Goal of the exercise:
Everything in the listing below should be written out again exactly, except the pictures.

*** Block opens ***

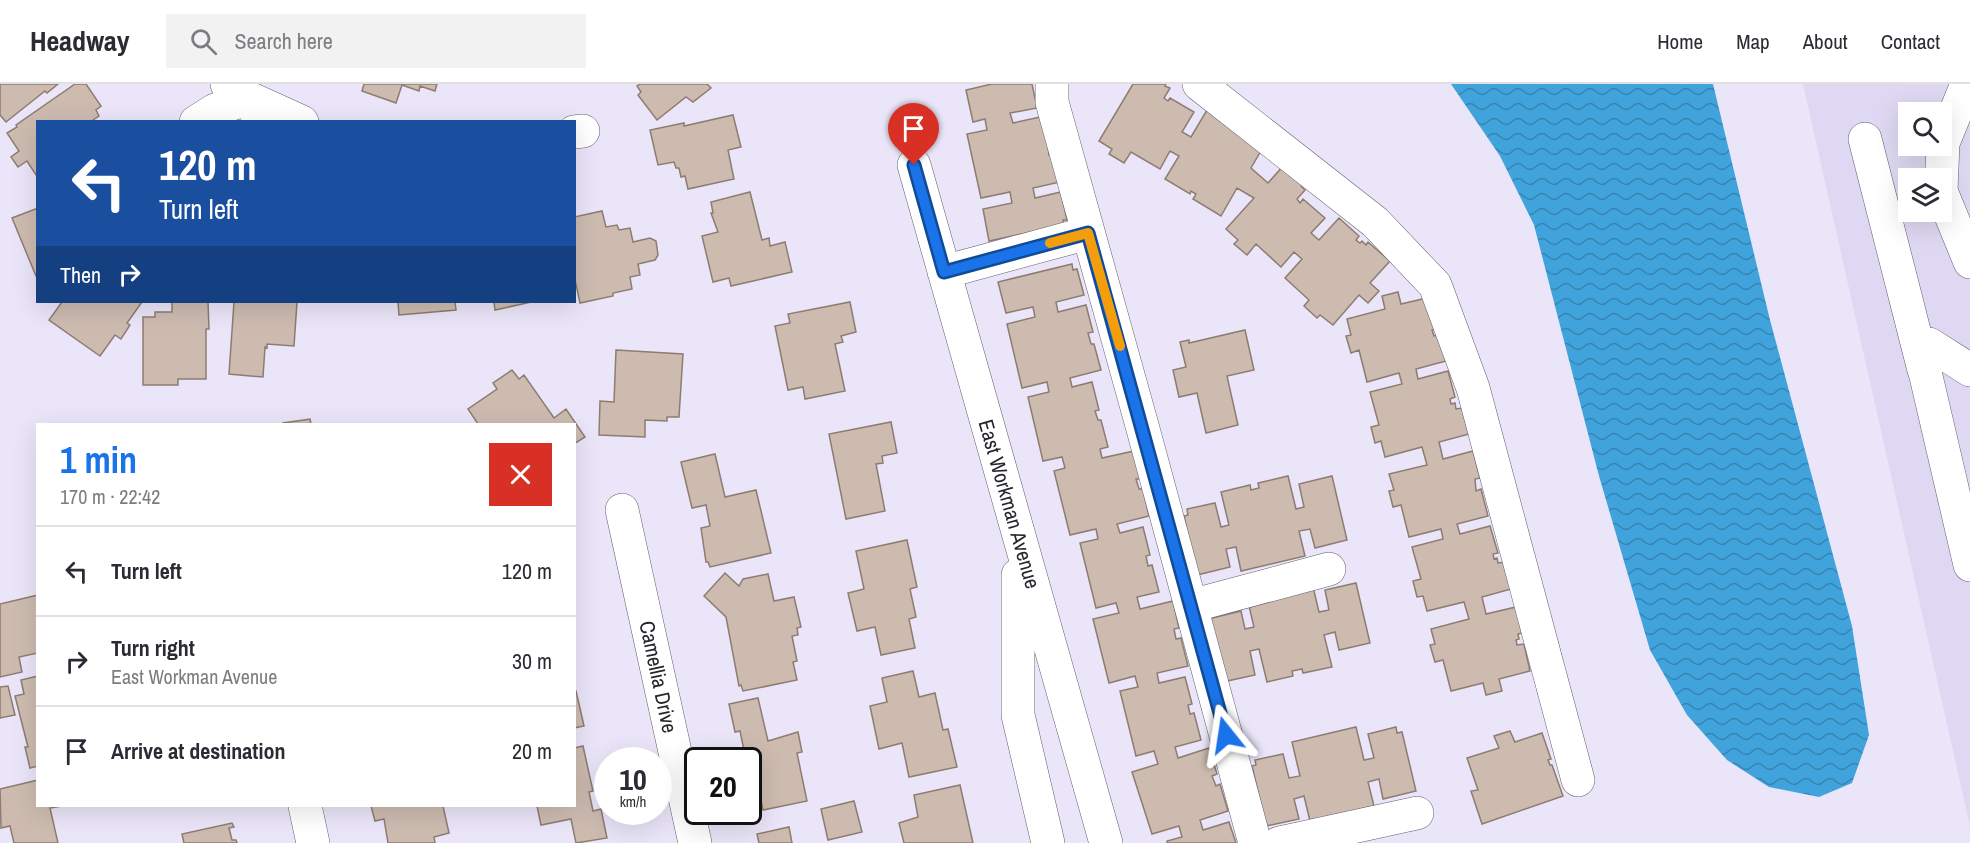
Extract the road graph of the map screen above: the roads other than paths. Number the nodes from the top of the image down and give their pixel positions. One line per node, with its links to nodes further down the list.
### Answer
1 (1052, 84): 9 (street)
2 (1199, 84): 19 (street)
3 (1967, 84): 10 (street)
4 (245, 101): 5 (street); 6 (street)
5 (199, 120)
6 (297, 120)
7 (1865, 139): 13 (street)
8 (914, 165): 11 (street, East Workman Avenue)
9 (1088, 233): 11 (street); 18 (street)
10 (1970, 262)
11 (944, 272): 15 (street, East Workman Avenue)
12 (1970, 370): 13 (street)
13 (1924, 372): 16 (street)
14 (621, 510): 23 (street, Camellia Drive)
15 (1018, 538): 24 (street); 25 (street, East Workman Avenue)
16 (1970, 566)
17 (1329, 569): 18 (street)
18 (1191, 606): 26 (street)
19 (1578, 780)
20 (305, 807): 22 (street)
21 (1417, 813): 27 (street)
22 (313, 843)
23 (695, 843)
24 (1048, 843)
25 (1106, 843)
26 (1255, 843)
27 (1279, 843)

*** Block closes ***

Solution for this task:
Extract the road graph of the map screen above: the roads other than paths. Number the nodes from the top of the image down and give their pixel positions. One line per node, with its links to nodes further down the list.
### Answer
1 (1052, 84): 9 (street)
2 (1199, 84): 19 (street)
3 (1967, 84): 10 (street)
4 (245, 101): 5 (street); 6 (street)
5 (199, 120)
6 (297, 120)
7 (1865, 139): 13 (street)
8 (914, 165): 11 (street, East Workman Avenue)
9 (1088, 233): 11 (street); 18 (street)
10 (1970, 262)
11 (944, 272): 15 (street, East Workman Avenue)
12 (1970, 370): 13 (street)
13 (1924, 372): 16 (street)
14 (621, 510): 23 (street, Camellia Drive)
15 (1018, 538): 24 (street); 25 (street, East Workman Avenue)
16 (1970, 566)
17 (1329, 569): 18 (street)
18 (1191, 606): 26 (street)
19 (1578, 780)
20 (305, 807): 22 (street)
21 (1417, 813): 27 (street)
22 (313, 843)
23 (695, 843)
24 (1048, 843)
25 (1106, 843)
26 (1255, 843)
27 (1279, 843)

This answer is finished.